We have seen a couple Nigerian graduates excel in foreign universities. Your case is another good example. Does this justify the belief that Nigerian universities lay a solid foundation for their products or is yours a case of personal discipline and diligence?

I think it is more of a case of personal discipline and diligence than the former. I am not saying the universities in Nigeria didn’t give me that solid foundation though.

But, I believe that success is more of a personal decision than one’s background.

Having schooled in Nigeria and India, how would you rate the educational system in both countries?

Nigeria has all it takes to go farther than India in education. However, funds meant for education are either not enough or not properly channeled. India gives education priority.

So, I would say to the best of my knowledge, quality of education in India is way higher but I think Nigeria could do better if the right policies were put in place.

I was the best graduating student of Usman Danfodiyo University 2013/2014 academic session, but no one heard about it

Are there things peculiar to the Indian educational system that Nigeria could learn or adopt to improve ours?

Like I have said earlier, Nigeria needs to make the education sector a priority, put in enough funds especially at the basic and secondary level.

Also, like India, Nigeria could learn to acknowledge academic excellence better.
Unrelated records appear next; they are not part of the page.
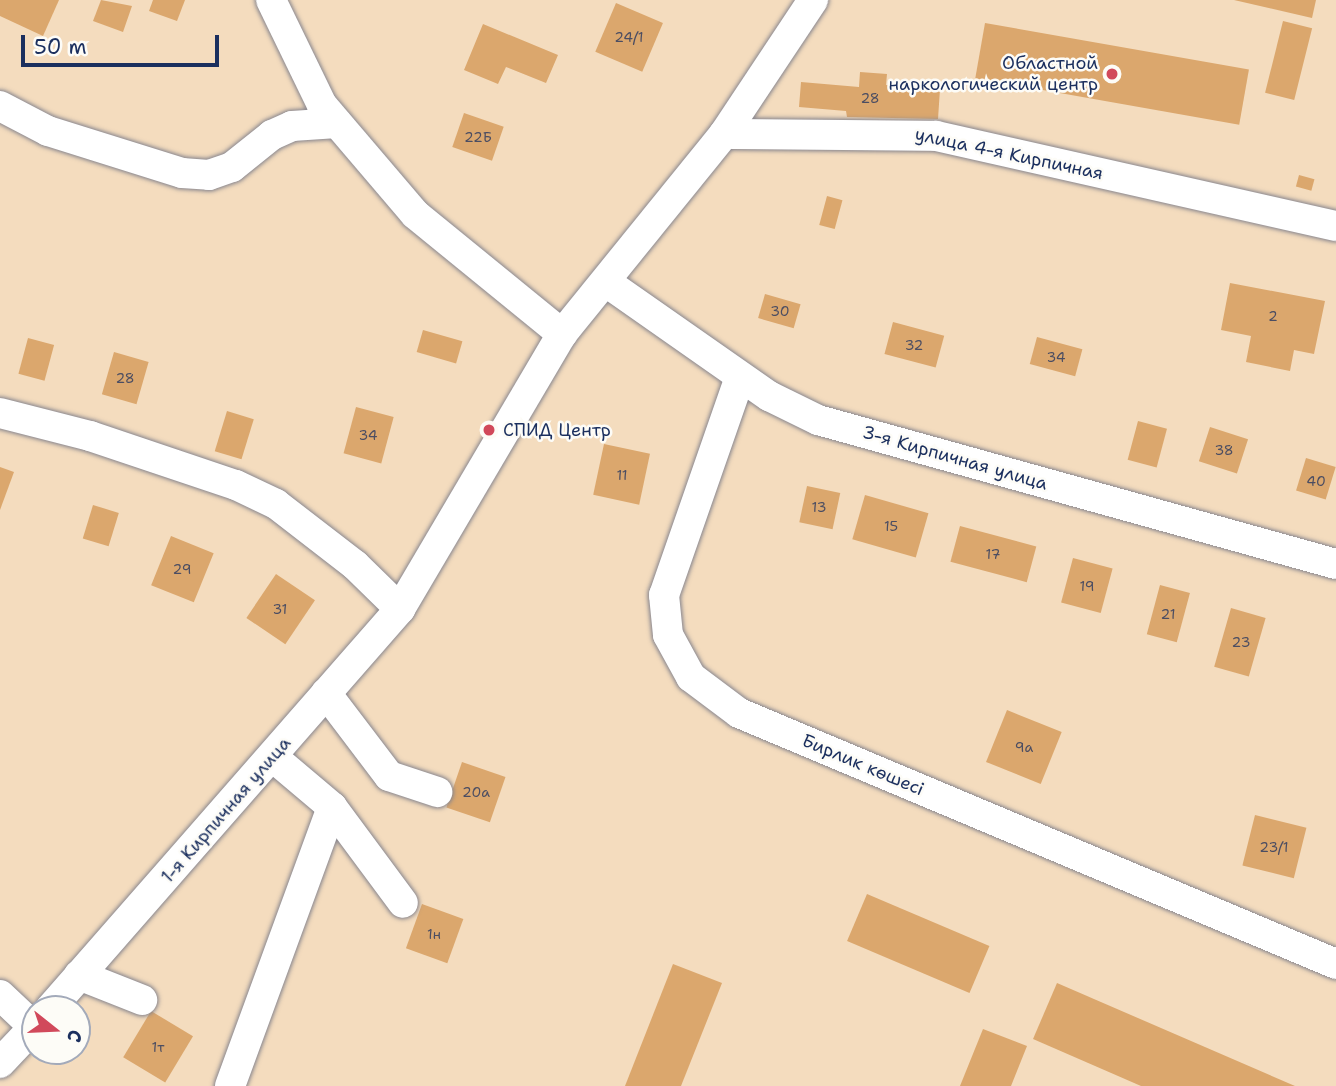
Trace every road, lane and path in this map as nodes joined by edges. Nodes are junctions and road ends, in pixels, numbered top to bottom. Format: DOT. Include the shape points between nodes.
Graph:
graph roads {
  1 [pos="271,0"];
  2 [pos="813,0"];
  3 [pos="0,106"];
  4 [pos="338,123"];
  5 [pos="724,134"];
  6 [pos="1336,226"];
  7 [pos="606,282"];
  8 [pos="562,334"];
  9 [pos="740,377"];
  10 [pos="0,413"];
  11 [pos="1336,564"];
  12 [pos="400,609"];
  13 [pos="326,693"];
  14 [pos="274,758"];
  15 [pos="437,792"];
  16 [pos="332,807"];
  17 [pos="403,903"];
  18 [pos="1336,964"];
  19 [pos="79,975"];
  20 [pos="0,995"];
  21 [pos="62,995"];
  22 [pos="142,1000"];
  23 [pos="21,1014"];
  24 [pos="21,1041"];
  25 [pos="0,1063"];
  26 [pos="230,1086"];
  1 -- 4 [label="street" via="322,105"];
  2 -- 5 [label="street"];
  3 -- 4 [label="street" via="48,131 182,173 209,175 232,167 272,135 292,126"];
  4 -- 8 [label="street" via="415,214"];
  5 -- 6 [label="street, улица 4-я Кирпичная" via="936,136"];
  5 -- 7 [label="street"];
  7 -- 8 [label="street"];
  7 -- 9 [label="street, 3-я Кирпичная улица"];
  8 -- 12 [label="street, 1-я Кирпичная улица"];
  9 -- 11 [label="street, 3-я Кирпичная улица" via="818,419"];
  9 -- 18 [label="street, Бирлик көшесі" via="664,595 668,635 691,677 739,713"];
  10 -- 12 [label="street" via="90,436 236,485 276,504 355,565"];
  12 -- 13 [label="street, 1-я Кирпичная улица"];
  13 -- 14 [label="street, 1-я Кирпичная улица"];
  13 -- 15 [label="street" via="389,776"];
  14 -- 16 [label="street"];
  14 -- 19 [label="street, 1-я Кирпичная улица"];
  16 -- 17 [label="street"];
  16 -- 26 [label="street"];
  19 -- 21 [label="street, 1-я Кирпичная улица"];
  19 -- 22 [label="street"];
  20 -- 23 [label="street"];
  24 -- 25 [label="street"];
}
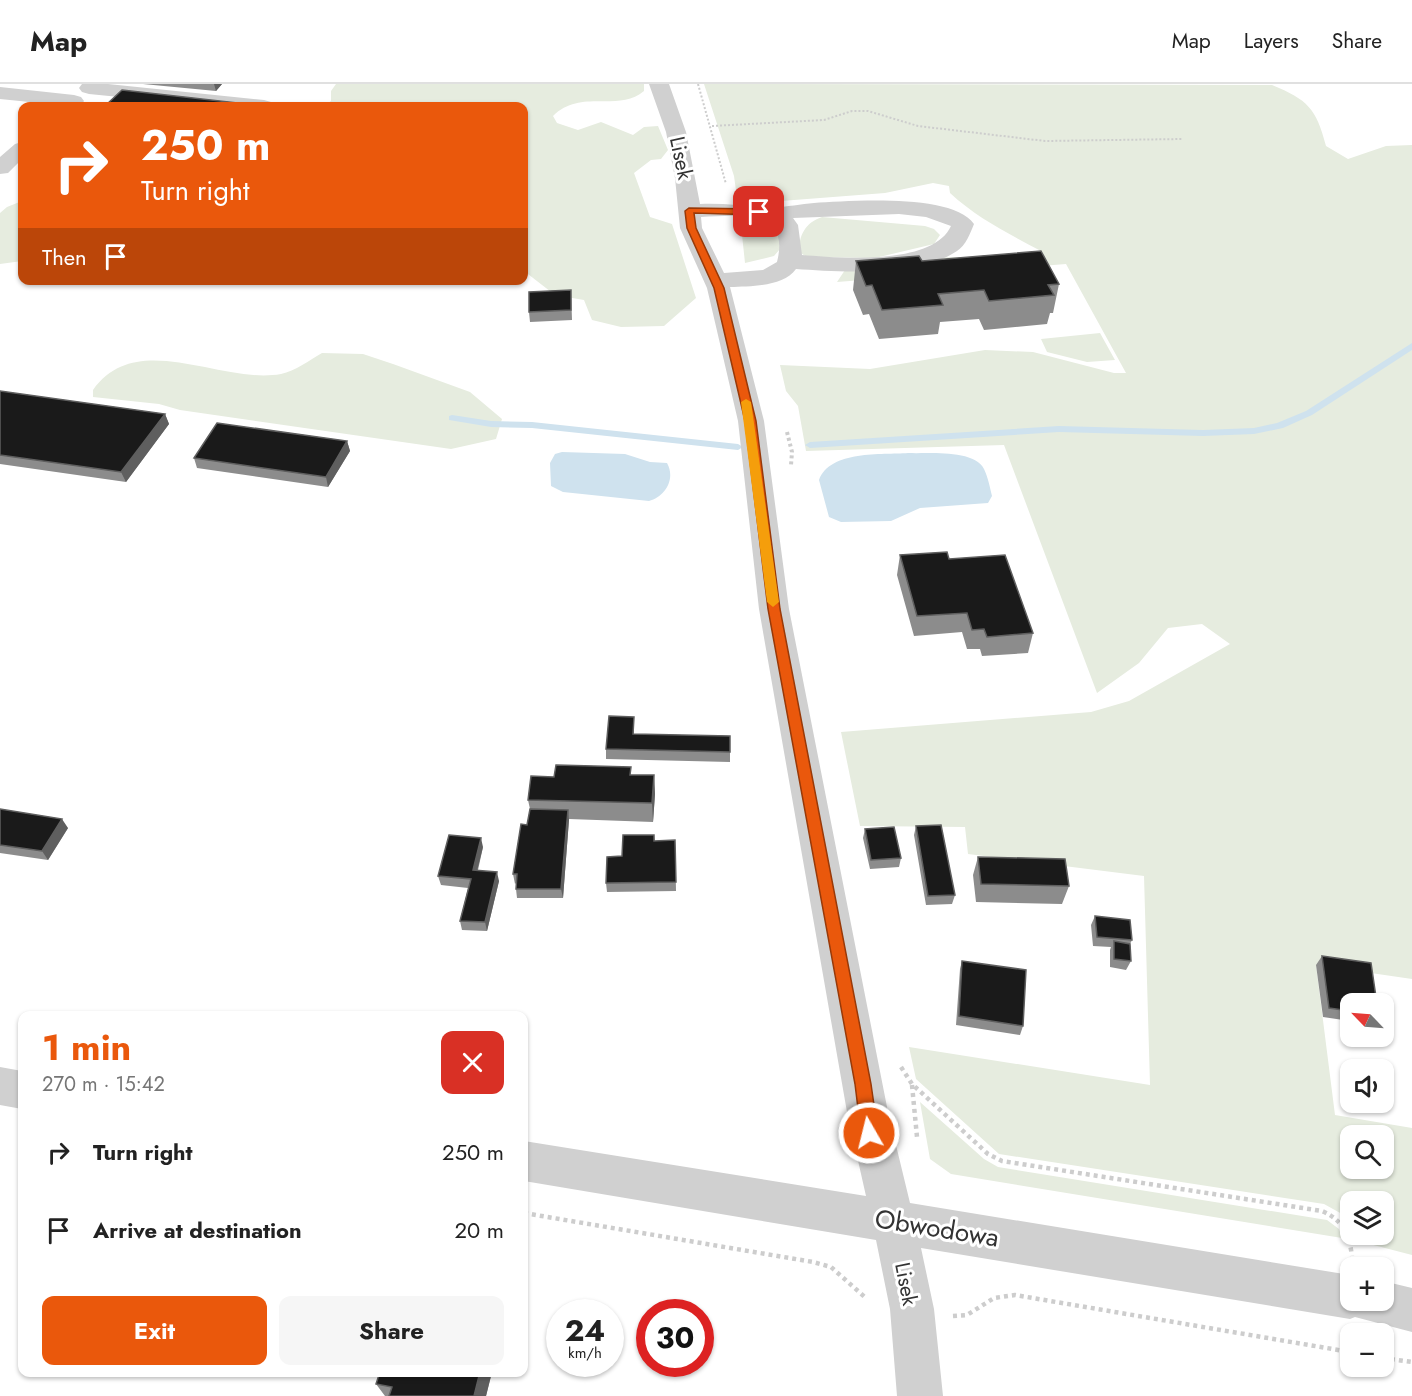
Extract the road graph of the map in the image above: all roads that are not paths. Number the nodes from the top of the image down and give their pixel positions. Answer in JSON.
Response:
{"nodes":[{"id":1,"x":659,"y":84,"type":"edge"},
{"id":2,"x":8,"y":90,"type":"edge"},
{"id":3,"x":81,"y":95,"type":"edge"},
{"id":4,"x":197,"y":102,"type":"edge"},
{"id":5,"x":689,"y":211,"type":"junction"},
{"id":6,"x":770,"y":214,"type":"junction"},
{"id":7,"x":790,"y":261,"type":"junction"},
{"id":8,"x":715,"y":280,"type":"junction"},
{"id":9,"x":0,"y":1086,"type":"edge"},
{"id":10,"x":18,"y":1089,"type":"edge"},
{"id":11,"x":528,"y":1162,"type":"edge"},
{"id":12,"x":893,"y":1221,"type":"junction"},
{"id":13,"x":1340,"y":1295,"type":"edge"},
{"id":14,"x":1394,"y":1306,"type":"edge"},
{"id":15,"x":1412,"y":1310,"type":"edge"},
{"id":16,"x":920,"y":1396,"type":"edge"}],
"edges":[{"from":1,"to":5,"type":"street","name":"Lisek"},
{"from":2,"to":3,"type":"street"},
{"from":3,"to":4,"type":"street"},
{"from":5,"to":6,"type":"street"},
{"from":5,"to":8,"type":"street","name":"Lisek"},
{"from":6,"to":7,"type":"street"},
{"from":6,"to":7,"type":"street"},
{"from":7,"to":8,"type":"street"},
{"from":8,"to":12,"type":"street","name":"Lisek"},
{"from":9,"to":10,"type":"street"},
{"from":11,"to":12,"type":"street","name":"Obwodowa"},
{"from":12,"to":13,"type":"street","name":"Obwodowa"},
{"from":12,"to":16,"type":"street","name":"Lisek"},
{"from":14,"to":15,"type":"street"}]}
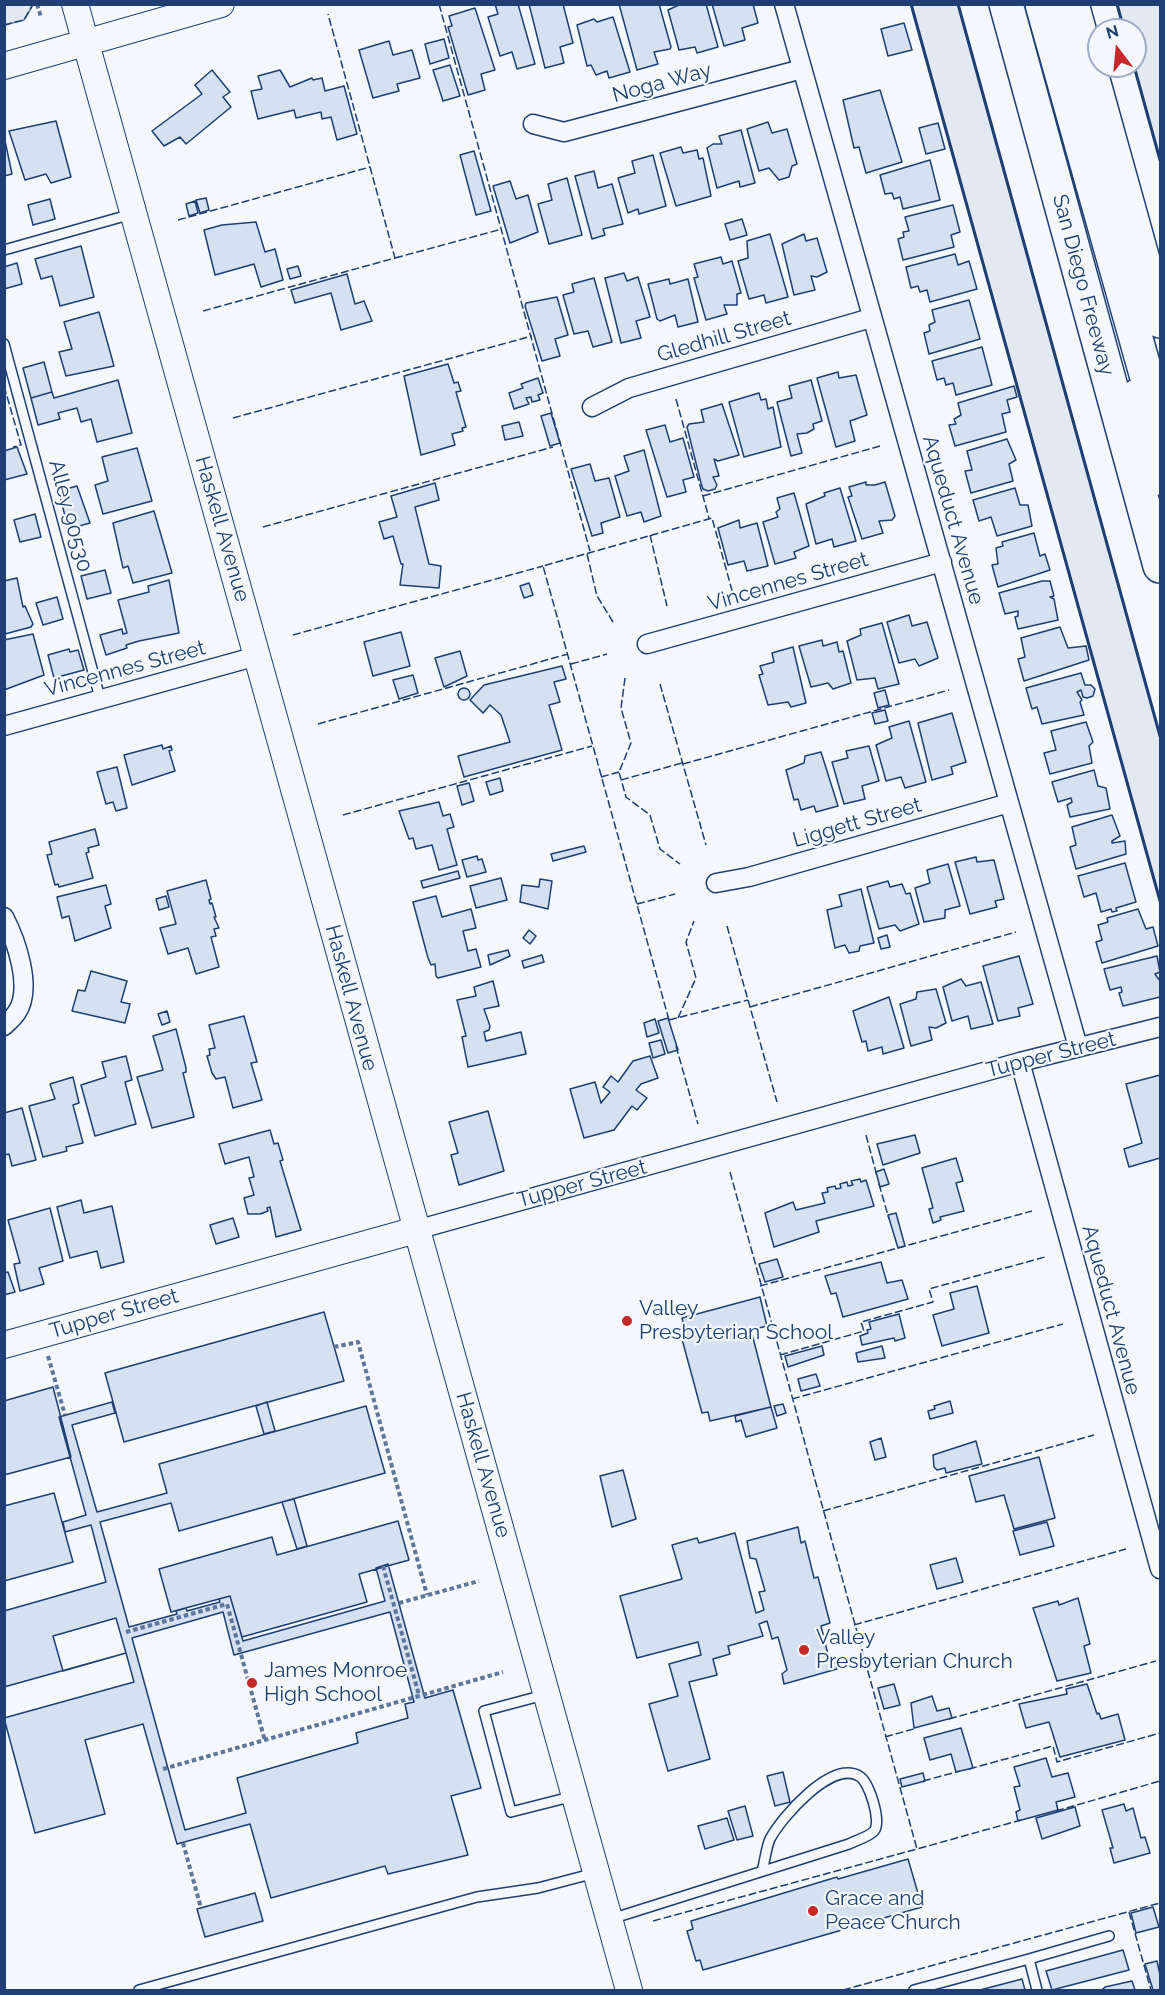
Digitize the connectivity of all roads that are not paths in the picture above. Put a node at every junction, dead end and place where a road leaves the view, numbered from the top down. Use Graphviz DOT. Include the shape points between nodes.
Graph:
graph roads {
  1 [pos="75,4"];
  2 [pos="221,4"];
  3 [pos="784,4"];
  4 [pos="1006,4"];
  5 [pos="1028,4"];
  6 [pos="1042,4"];
  7 [pos="1072,4"];
  8 [pos="86,43"];
  9 [pos="4,66"];
  10 [pos="802,69"];
  11 [pos="533,124"];
  12 [pos="134,213"];
  13 [pos="4,250"];
  14 [pos="871,318"];
  15 [pos="1161,321"];
  16 [pos="4,344"];
  17 [pos="592,407"];
  18 [pos="1161,427"];
  19 [pos="1161,478"];
  20 [pos="942,562"];
  21 [pos="1161,566"];
  22 [pos="647,644"];
  23 [pos="257,656"];
  24 [pos="100,698"];
  25 [pos="4,726"];
  26 [pos="1009,803"];
  27 [pos="716,883"];
  28 [pos="4,918"];
  29 [pos="4,1026"];
  30 [pos="1161,1027"];
  31 [pos="1078,1047"];
  32 [pos="1020,1062"];
  33 [pos="416,1230"];
  34 [pos="4,1345"];
  35 [pos="1161,1569"];
  36 [pos="546,1694"];
  37 [pos="574,1796"];
  38 [pos="762,1871"];
  39 [pos="595,1873"];
  40 [pos="609,1919"];
  41 [pos="1109,1936"];
  42 [pos="1029,1959"];
  43 [pos="139,1990"];
  44 [pos="629,1990"];
  45 [pos="914,1990"];
  46 [pos="1037,1990"];
  1 -- 8 [label="main road, Haskell Avenue"];
  2 -- 8 [label="main road"];
  3 -- 10 [label="street, Aqueduct Avenue"];
  4 -- 21 [label="highway, San Diego Freeway"];
  5 -- 19 [label="highway"];
  6 -- 18 [label="highway"];
  7 -- 15 [label="highway"];
  8 -- 9 [label="main road"];
  8 -- 12 [label="main road, Haskell Avenue"];
  10 -- 11 [label="street, Noga Way" via="564,132"];
  10 -- 14 [label="street, Aqueduct Avenue"];
  12 -- 13 [label="lane"];
  12 -- 23 [label="main road, Haskell Avenue"];
  14 -- 17 [label="street, Gledhill Street" via="629,388"];
  14 -- 20 [label="street, Aqueduct Avenue"];
  16 -- 24 [label="lane, Alley 90530"];
  20 -- 22 [label="street, Vincennes Street"];
  20 -- 26 [label="street, Aqueduct Avenue"];
  23 -- 24 [label="street, Vincennes Street"];
  23 -- 33 [label="main road, Haskell Avenue"];
  24 -- 25 [label="street, Vincennes Street"];
  26 -- 27 [label="street, Liggett Street"];
  26 -- 31 [label="street, Aqueduct Avenue"];
  28 -- 29 [label="street" via="21,960 23,994 18,1011"];
  30 -- 31 [label="street, Tupper Street"];
  31 -- 32 [label="street, Tupper Street"];
  32 -- 33 [label="street, Tupper Street"];
  32 -- 35 [label="street, Aqueduct Avenue"];
  33 -- 34 [label="main road, Tupper Street"];
  33 -- 36 [label="main road, Haskell Avenue"];
  36 -- 37 [label="main road, Haskell Avenue"];
  36 -- 37 [label="lane" via="484,1711 511,1812"];
  37 -- 39 [label="main road, Haskell Avenue"];
  38 -- 38 [label="lane" via="849,1844 873,1832 875,1812 867,1784 850,1773 826,1780 802,1797 769,1841"];
  38 -- 40 [label="lane"];
  39 -- 40 [label="main road, Haskell Avenue"];
  39 -- 43 [label="lane" via="538,1888 477,1897"];
  40 -- 44 [label="main road, Haskell Avenue"];
  41 -- 42 [label="lane"];
  42 -- 45 [label="lane"];
  42 -- 46 [label="lane"];
}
Students who have distinguished themselves academically should be well acknowledged, celebrated and guided very closely to reach their career goals.

Let me chip in here that you only got to know about me because of my academic excellence in India, however I was the best graduating student of Usman Danfodiyo University 2013/2014 academic session, but no one heard about it. So that explains everything.

What is your next move?

I’m looking forward to getting a job in the academia as a lecturer or in the chemical industry where I can improve on my industrial experience in the research and development department or quality control unit. I’m open to getting job offers from anywhere in the world.

Are you beginning to get job offers?

Job offers? No! Sadly! But I’m hopeful. Maybe this interview will land me the NNPC job I have applied for. (smiles).

One of the greatest empowerment you can give a child is quality education

As a young woman, what is your key message to Nigerian leaders and other stakeholders on girl-child education?

Every child irrespective of gender deserves a good life and I believe that one of the greatest empowerment you can give a child is quality education. So, whether boy or girl, every child deserves to be educated.

What would you tell a young girl of eight or nine to inspire her to greatness?

Be yourself, play when it’s play time, chat with your friends, study when it’s time to and don’t ever think your dreams are not valid, they definitely are and will unfold gradually when you grow up.

As a product of a Nigerian public university, where do you see the country’s public education system in the next 20 years?

With the recent pace, I’m afraid it may just be same story. However, if more strategic steps were taken intentionally by the government on education, things could change for the better.